**Extracted data entries**
◇ ◇ ◇ ◇ ◇

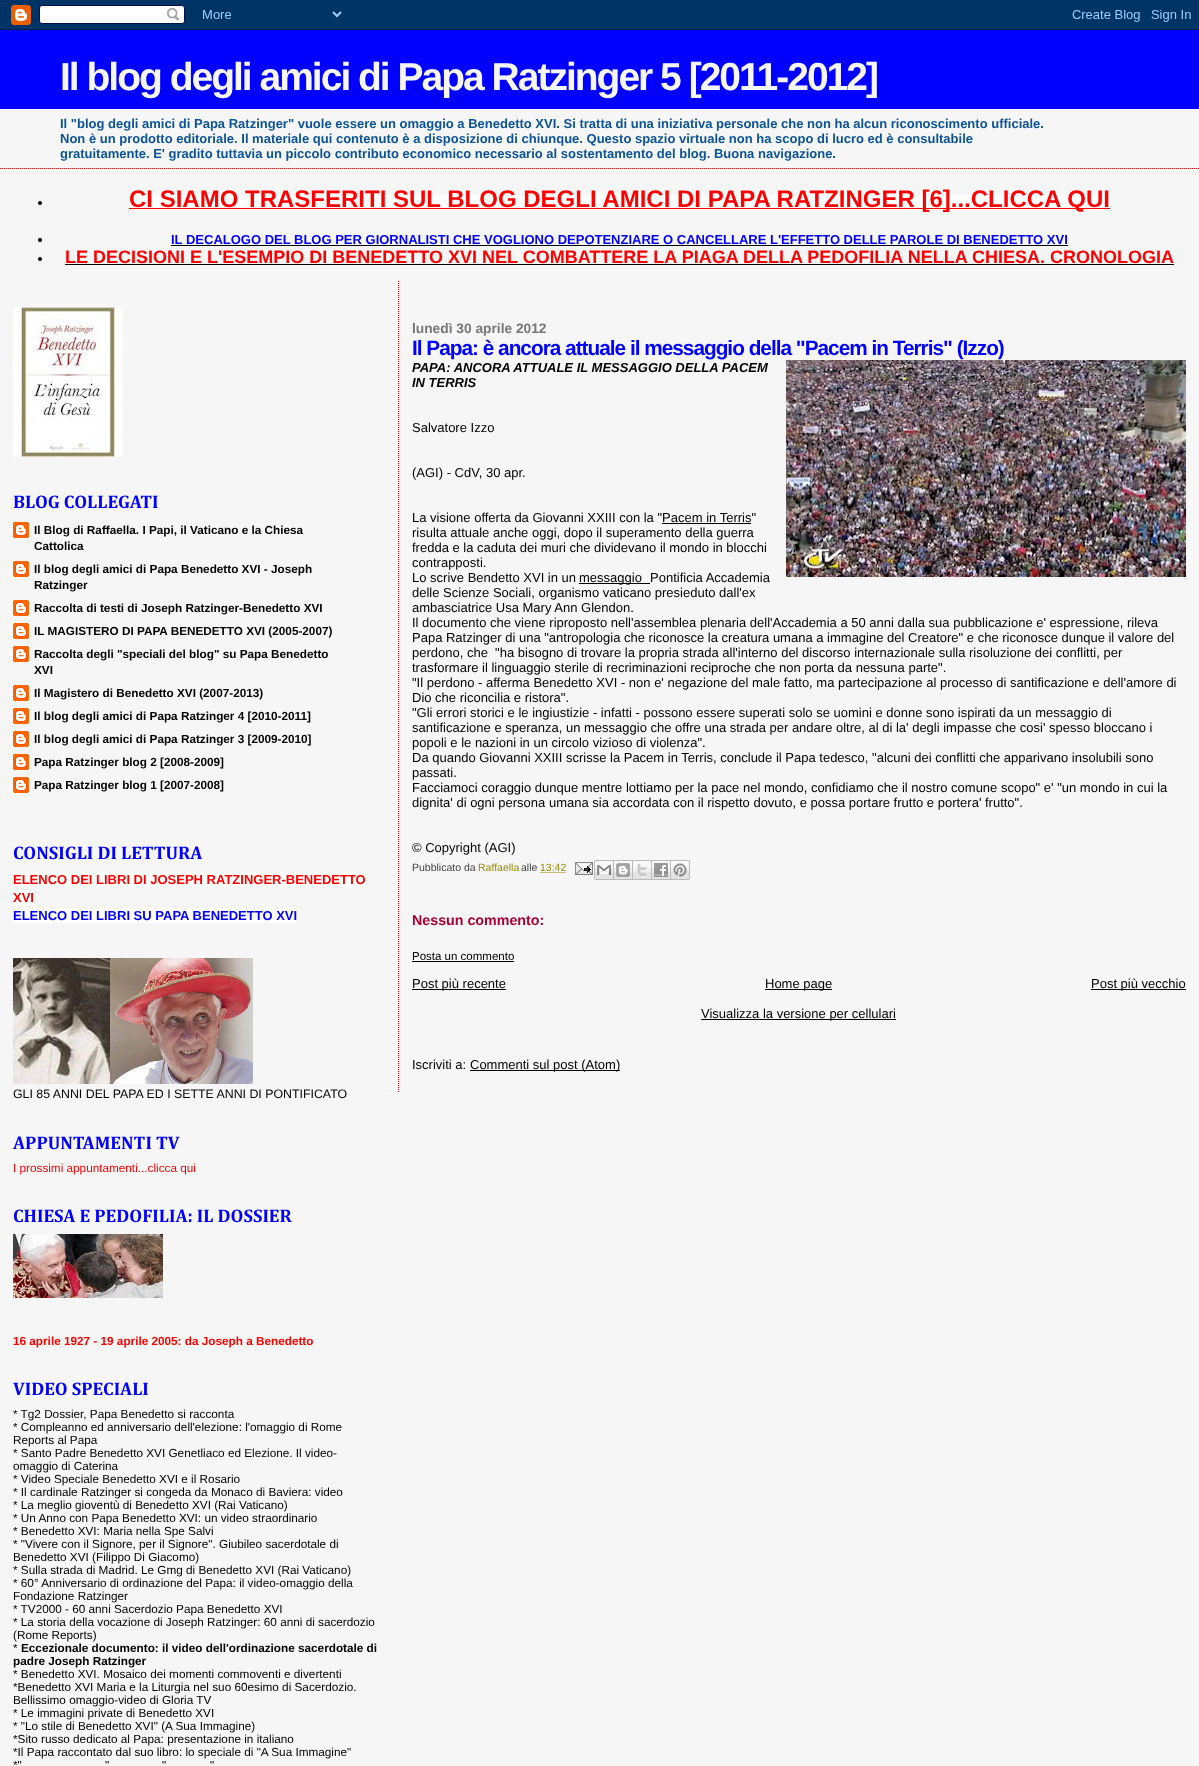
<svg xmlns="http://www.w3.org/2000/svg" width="1199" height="1766">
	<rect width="100%" height="100%" fill="#F6F6F6" />
	<image x="0" y="0" width="1199" height="30" href="assets/img1.png" />
	<path d="M0 168.5H1199" fill="none" stroke="#FF0000" stroke-dasharray="1 1" />
	<rect x="0" y="30" width="1199" height="79" fill="#0000FF" />
	<text x="60" y="90" font-family="Liberation Sans" font-size="39" font-weight="700" letter-spacing="-2" fill="#F6F6F6">Il blog degli amici di Papa Ratzinger 5 [2011-2012]</text>
	<g font-family="Liberation Sans" font-size="13" font-weight="700" fill="#0B5394">
		<text x="60" y="128">Il "blog degli amici di Papa Ratzinger" vuole essere un omaggio a Benedetto XVI. Si tratta di una iniziativa personale che non ha alcun riconoscimento ufficiale.</text>
		<text x="60" y="143">Non è un prodotto editoriale. Il materiale qui contenuto è a disposizione di chiunque. Questo spazio virtuale non ha scopo di lucro ed è consultabile</text>
		<text x="60" y="158">gratuitamente. E' gradito tuttavia un piccolo contributo economico necessario al sostentamento del blog. Buona navigazione.</text>
	</g>
	<circle cx="40" cy="203" r="2" fill="#000000" />
	<rect x="129" y="195" width="981" height="15" fill="#FFFFFF" />
	<rect x="129" y="208" width="981" height="1" fill="#FF0000" />
	<text x="129" y="207" font-family="Liberation Sans" font-size="24" font-weight="700" fill="#FF0000">CI SIAMO TRASFERITI SUL BLOG DEGLI AMICI DI PAPA RATZINGER [6]...CLICCA QUI</text>
	<circle cx="40" cy="240" r="2" fill="#000000" />
	<text x="171" y="244" font-family="Liberation Sans" font-size="13" font-weight="700" fill="#0000FF">IL DECALOGO DEL BLOG PER GIORNALISTI CHE VOGLIONO DEPOTENZIARE O CANCELLARE L'EFFETTO DELLE PAROLE DI BENEDETTO XVI</text>
	<rect x="171" y="245" width="897" height="1" fill="#000000" />
	<circle cx="40" cy="259" r="2" fill="#000000" />
	<text x="65" y="263" font-family="Liberation Sans" font-size="18" font-weight="700" fill="#FF0000">LE DECISIONI E L'ESEMPIO DI BENEDETTO XVI NEL COMBATTERE LA PIAGA DELLA PEDOFILIA NELLA CHIESA. CRONOLOGIA</text>
	<rect x="65" y="264" width="1109" height="1" fill="#000000" />
	<image x="13" y="307" width="110" height="150" href="assets/img2.png" />
	<text x="13" y="508" font-family="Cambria" font-size="18.5" font-weight="700" fill="#0000FF">BLOG COLLEGATI</text>
	<image x="13" y="522" width="16" height="16" href="assets/img3.png" />
	<g font-family="Liberation Sans" font-size="11.75" font-weight="700" fill="#000000">
		<text x="34" y="534">Il Blog di Raffaella. I Papi, il Vaticano e la Chiesa</text>
		<text x="34" y="550">Cattolica</text>
	</g>
	<image x="13" y="561" width="16" height="16" href="assets/img3.png" />
	<g font-family="Liberation Sans" font-size="11.75" font-weight="700" fill="#000000">
		<text x="34" y="573">Il blog degli amici di Papa Benedetto XVI - Joseph</text>
		<text x="34" y="589">Ratzinger</text>
	</g>
	<image x="13" y="600" width="16" height="16" href="assets/img3.png" />
	<text x="34" y="612" font-family="Liberation Sans" font-size="11.75" font-weight="700" fill="#000000">Raccolta di testi di Joseph Ratzinger-Benedetto XVI</text>
	<image x="13" y="623" width="16" height="16" href="assets/img3.png" />
	<text x="34" y="635" font-family="Liberation Sans" font-size="11.75" font-weight="700" fill="#000000">IL MAGISTERO DI PAPA BENEDETTO XVI (2005-2007)</text>
	<image x="13" y="646" width="16" height="16" href="assets/img3.png" />
	<g font-family="Liberation Sans" font-size="11.75" font-weight="700" fill="#000000">
		<text x="34" y="658">Raccolta degli "speciali del blog" su Papa Benedetto</text>
		<text x="34" y="674">XVI</text>
	</g>
	<image x="13" y="685" width="16" height="16" href="assets/img3.png" />
	<text x="34" y="697" font-family="Liberation Sans" font-size="11.75" font-weight="700" fill="#000000">Il Magistero di Benedetto XVI (2007-2013)</text>
	<image x="13" y="708" width="16" height="16" href="assets/img3.png" />
	<text x="34" y="720" font-family="Liberation Sans" font-size="11.75" font-weight="700" fill="#000000">Il blog degli amici di Papa Ratzinger 4 [2010-2011]</text>
	<image x="13" y="731" width="16" height="16" href="assets/img3.png" />
	<text x="34" y="743" font-family="Liberation Sans" font-size="11.75" font-weight="700" fill="#000000">Il blog degli amici di Papa Ratzinger 3 [2009-2010]</text>
	<image x="13" y="754" width="16" height="16" href="assets/img3.png" />
	<text x="34" y="766" font-family="Liberation Sans" font-size="11.75" font-weight="700" fill="#000000">Papa Ratzinger blog 2 [2008-2009]</text>
	<image x="13" y="777" width="16" height="16" href="assets/img3.png" />
	<text x="34" y="789" font-family="Liberation Sans" font-size="11.75" font-weight="700" fill="#000000">Papa Ratzinger blog 1 [2007-2008]</text>
	<text x="13" y="859" font-family="Cambria" font-size="18.5" font-weight="700" fill="#0000FF">CONSIGLI DI LETTURA</text>
	<rect x="13" y="872" width="353" height="15" fill="#FFFFFF" />
	<text x="13" y="884" font-family="Liberation Sans" font-size="13" font-weight="700" fill="#FF0000">ELENCO DEI LIBRI DI JOSEPH RATZINGER-BENEDETTO</text>
	<rect x="13" y="890" width="21" height="15" fill="#FFFFFF" />
	<text x="13" y="902" font-family="Liberation Sans" font-size="13" font-weight="700" fill="#FF0000">XVI</text>
	<rect x="13" y="908" width="284" height="15" fill="#FFFFFF" />
	<text x="13" y="920" font-family="Liberation Sans" font-size="13" font-weight="700" fill="#0000FF">ELENCO DEI LIBRI SU PAPA BENEDETTO XVI</text>
	<image x="13" y="958" width="240" height="126" href="assets/img4.png" />
	<text x="13" y="1098" font-family="Liberation Sans" font-size="12.35" fill="#000000">GLI 85 ANNI DEL PAPA ED I SETTE ANNI DI PONTIFICATO</text>
	<text x="13" y="1149" font-family="Cambria" font-size="18.5" font-weight="700" fill="#0000FF">APPUNTAMENTI TV</text>
	<text x="13" y="1172" font-family="Liberation Sans" font-size="11.75" fill="#FF0000">I prossimi appuntamenti...clicca qui</text>
	<text x="13" y="1222" font-family="Cambria" font-size="18.5" font-weight="700" fill="#0000FF">CHIESA E PEDOFILIA: IL DOSSIER</text>
	<image x="13" y="1234" width="150" height="64" href="assets/img5.png" />
	<text x="13" y="1345" font-family="Liberation Sans" font-size="11.75" font-weight="700" fill="#FF0000">16 aprile 1927 - 19 aprile 2005: da Joseph a Benedetto</text>
	<text x="13" y="1395" font-family="Cambria" font-size="18.5" font-weight="700" fill="#0000FF">VIDEO SPECIALI</text>
	<g font-family="Liberation Sans" font-size="11.75" fill="#000000">
		<text x="13" y="1418">* Tg2 Dossier, Papa Benedetto si racconta</text>
		<text x="13" y="1431">* Compleanno ed anniversario dell'elezione: l'omaggio di Rome</text>
		<text x="13" y="1444">Reports al Papa</text>
		<text x="13" y="1457">* Santo Padre Benedetto XVI Genetliaco ed Elezione. Il video-</text>
		<text x="13" y="1470">omaggio di Caterina</text>
		<text x="13" y="1483">* Video Speciale Benedetto XVI e il Rosario</text>
		<text x="13" y="1496">* Il cardinale Ratzinger si congeda da Monaco di Baviera: video</text>
		<text x="13" y="1509">* La meglio gioventù di Benedetto XVI (Rai Vaticano)</text>
		<text x="13" y="1522">* Un Anno con Papa Benedetto XVI: un video straordinario</text>
		<text x="13" y="1535">* Benedetto XVI: Maria nella Spe Salvi</text>
		<text x="13" y="1548">* "Vivere con il Signore, per il Signore". Giubileo sacerdotale di</text>
		<text x="13" y="1561">Benedetto XVI (Filippo Di Giacomo)</text>
		<text x="13" y="1574">* Sulla strada di Madrid. Le Gmg di Benedetto XVI (Rai Vaticano)</text>
		<text x="13" y="1587">* 60° Anniversario di ordinazione del Papa: il video-omaggio della</text>
		<text x="13" y="1600">Fondazione Ratzinger</text>
		<text x="13" y="1613">* TV2000 - 60 anni Sacerdozio Papa Benedetto XVI</text>
		<text x="13" y="1626">* La storia della vocazione di Joseph Ratzinger: 60 anni di sacerdozio</text>
		<text x="13" y="1639">(Rome Reports)</text>
		<text x="13" y="1652">*</text>
	</g>
	<g font-family="Liberation Sans" font-size="11.75" font-weight="700" fill="#000000">
		<text x="21" y="1652">Eccezionale documento: il video dell'ordinazione sacerdotale di</text>
		<text x="13" y="1665">padre Joseph Ratzinger</text>
	</g>
	<g font-family="Liberation Sans" font-size="11.75" fill="#000000">
		<text x="13" y="1678">* Benedetto XVI. Mosaico dei momenti commoventi e divertenti</text>
		<text x="13" y="1691">*Benedetto XVI Maria e la Liturgia nel suo 60esimo di Sacerdozio.</text>
		<text x="13" y="1704">Bellissimo omaggio-video di Gloria TV</text>
		<text x="13" y="1717">* Le immagini private di Benedetto XVI</text>
		<text x="13" y="1730">* "Lo stile di Benedetto XVI" (A Sua Immagine)</text>
		<text x="13" y="1743">*Sito russo dedicato al Papa: presentazione in italiano</text>
		<text x="13" y="1756">*Il Papa raccontato dal suo libro: lo speciale di "A Sua Immagine"</text>
		<text x="13" y="1769">*"</text>
		<text x="105" y="1769">"</text>
		<text x="162" y="1769">"</text>
		<text x="210" y="1769">"</text>
	</g>
	<path d="M398.5 281V1092" fill="none" stroke="#FF0000" stroke-dasharray="1 1" />
	<text x="412" y="333" font-family="Liberation Sans" font-size="13.75" font-weight="700" fill="#777777">lunedì 30 aprile 2012</text>
	<text x="412" y="355" font-family="Liberation Sans" font-size="20.8" font-weight="700" letter-spacing="-1" fill="#0000FF">Il Papa: è ancora attuale il messaggio della "Pacem in Terris" (Izzo)</text>
	<text x="412" y="372" font-family="Liberation Sans" font-size="13" font-weight="700" font-style="italic" fill="#000000">PAPA: ANCORA ATTUALE IL MESSAGGIO DELLA PACEM</text>
	<image x="786" y="360" width="400" height="217" href="assets/img6.png" />
	<text x="412" y="387" font-family="Liberation Sans" font-size="13" font-weight="700" font-style="italic" fill="#000000">IN TERRIS</text>
	<g font-family="Liberation Sans" font-size="13" fill="#000000">
		<text x="412" y="432">Salvatore Izzo</text>
		<text x="412" y="477">(AGI) - CdV, 30 apr.</text>
		<text x="412" y="522">La visione offerta da Giovanni XXIII con la "Pacem in Terris"</text>
	</g>
	<rect x="662" y="523" width="89" height="1" fill="#000000" />
	<g font-family="Liberation Sans" font-size="13" fill="#000000">
		<text x="412" y="537">risulta attuale anche oggi, dopo il superamento della guerra</text>
		<text x="412" y="552">fredda e la caduta dei muri che dividevano il mondo in blocchi</text>
		<text x="412" y="567">contrapposti.</text>
		<text x="412" y="582">Lo scrive Bendetto XVI in un</text>
	</g>
	<rect x="579" y="583" width="71" height="1" fill="#000000" />
	<g font-family="Liberation Sans" font-size="13" fill="#000000">
		<text x="579" y="582">messaggio</text>
		<text x="650" y="582">Pontificia Accademia</text>
		<text x="412" y="597">delle Scienze Sociali, organismo vaticano presieduto dall'ex</text>
		<text x="412" y="612">ambasciatrice Usa Mary Ann Glendon.</text>
		<text x="412" y="627">Il documento che viene riproposto nell'assemblea plenaria dell'Accademia a 50 anni dalla sua pubblicazione e' espressione, rileva</text>
		<text x="412" y="642">Papa Ratzinger di una "antropologia che riconosce la creatura umana a immagine del Creatore" e che riconosce dunque il valore del</text>
		<text x="412" y="657" xml:space="preserve">perdono, che  "ha bisogno di trovare la propria strada all'interno del discorso internazionale sulla risoluzione dei conflitti, per</text>
		<text x="412" y="672">trasformare il linguaggio sterile di recriminazioni reciproche che non porta da nessuna parte".</text>
		<text x="412" y="687">"Il perdono - afferma Benedetto XVI - non e' negazione del male fatto, ma partecipazione al processo di santificazione e dell'amore di</text>
		<text x="412" y="702">Dio che riconcilia e ristora".</text>
		<text x="412" y="717">"Gli errori storici e le ingiustizie - infatti - possono essere superati solo se uomini e donne sono ispirati da un messaggio di</text>
		<text x="412" y="732">santificazione e speranza, un messaggio che offre una strada per andare oltre, al di la' degli impasse che cosi' spesso bloccano i</text>
		<text x="412" y="747">popoli e le nazioni in un circolo vizioso di violenza".</text>
		<text x="412" y="762">Da quando Giovanni XXIII scrisse la Pacem in Terris, conclude il Papa tedesco, "alcuni dei conflitti che apparivano insolubili sono</text>
		<text x="412" y="777">passati.</text>
		<text x="412" y="792">Facciamoci coraggio dunque mentre lottiamo per la pace nel mondo, confidiamo che il nostro comune scopo" e' "un mondo in cui la</text>
		<text x="412" y="807">dignita' di ogni persona umana sia accordata con il rispetto dovuto, e possa portare frutto e portera' frutto".</text>
		<text x="412" y="852">© Copyright (AGI)</text>
	</g>
	<text x="412" y="871" font-family="Liberation Sans" font-size="10.5" fill="#444444">Pubblicato da</text>
	<text x="478" y="871" font-family="Liberation Sans" font-size="10.5" fill="#968A0A">Raffaella</text>
	<text x="521" y="871" font-family="Liberation Sans" font-size="10.5" fill="#444444">alle</text>
	<text x="540" y="871" font-family="Liberation Sans" font-size="10.5" fill="#968A0A">13:42</text>
	<path d="M540.5 872.5H566.5" fill="none" stroke="#968A0A" stroke-dasharray="1 1" />
	<image x="575" y="862" width="18" height="13" href="assets/img7.png" />
	<image x="594" y="860" width="20" height="20" href="assets/img8.png" />
	<image x="614" y="860" width="19" height="20" href="assets/img9.png" />
	<image x="633" y="860" width="19" height="20" href="assets/img10.png" />
	<image x="652" y="860" width="19" height="20" href="assets/img11.png" />
	<image x="671" y="860" width="19" height="20" href="assets/img12.png" />
	<text x="412" y="925" font-family="Liberation Sans" font-size="14.25" font-weight="700" fill="#AA0033">Nessun commento:</text>
	<text x="412" y="960" font-family="Liberation Sans" font-size="11.5" fill="#000000">Posta un commento</text>
	<rect x="412" y="961" width="102" height="1" fill="#000000" />
	<rect x="412" y="989" width="94" height="1" fill="#000000" />
	<text x="412" y="988" font-family="Liberation Sans" font-size="13" fill="#000000">Post più recente</text>
	<rect x="765" y="989" width="67" height="1" fill="#000000" />
	<text x="765" y="988" font-family="Liberation Sans" font-size="13" fill="#000000">Home page</text>
	<rect x="1091" y="989" width="95" height="1" fill="#000000" />
	<text x="1091" y="988" font-family="Liberation Sans" font-size="13" fill="#000000">Post più vecchio</text>
	<rect x="701" y="1019" width="195" height="1" fill="#000000" />
	<g font-family="Liberation Sans" font-size="13" fill="#000000">
		<text x="701" y="1018">Visualizza la versione per cellulari</text>
		<text x="412" y="1069">Iscriviti a:</text>
	</g>
	<rect x="470" y="1070" width="150" height="1" fill="#000000" />
	<text x="470" y="1069" font-family="Liberation Sans" font-size="13" fill="#000000">Commenti sul post (Atom)</text>
</svg>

◇ ◇ ◇ ◇ ◇

Word for word, repeat the line holding "sul post (Atom)</text>" and all lines after it through the end of the entries above.

**RESULT OF THE TASK**
	<text x="470" y="1069" font-family="Liberation Sans" font-size="13" fill="#000000">Commenti sul post (Atom)</text>
</svg>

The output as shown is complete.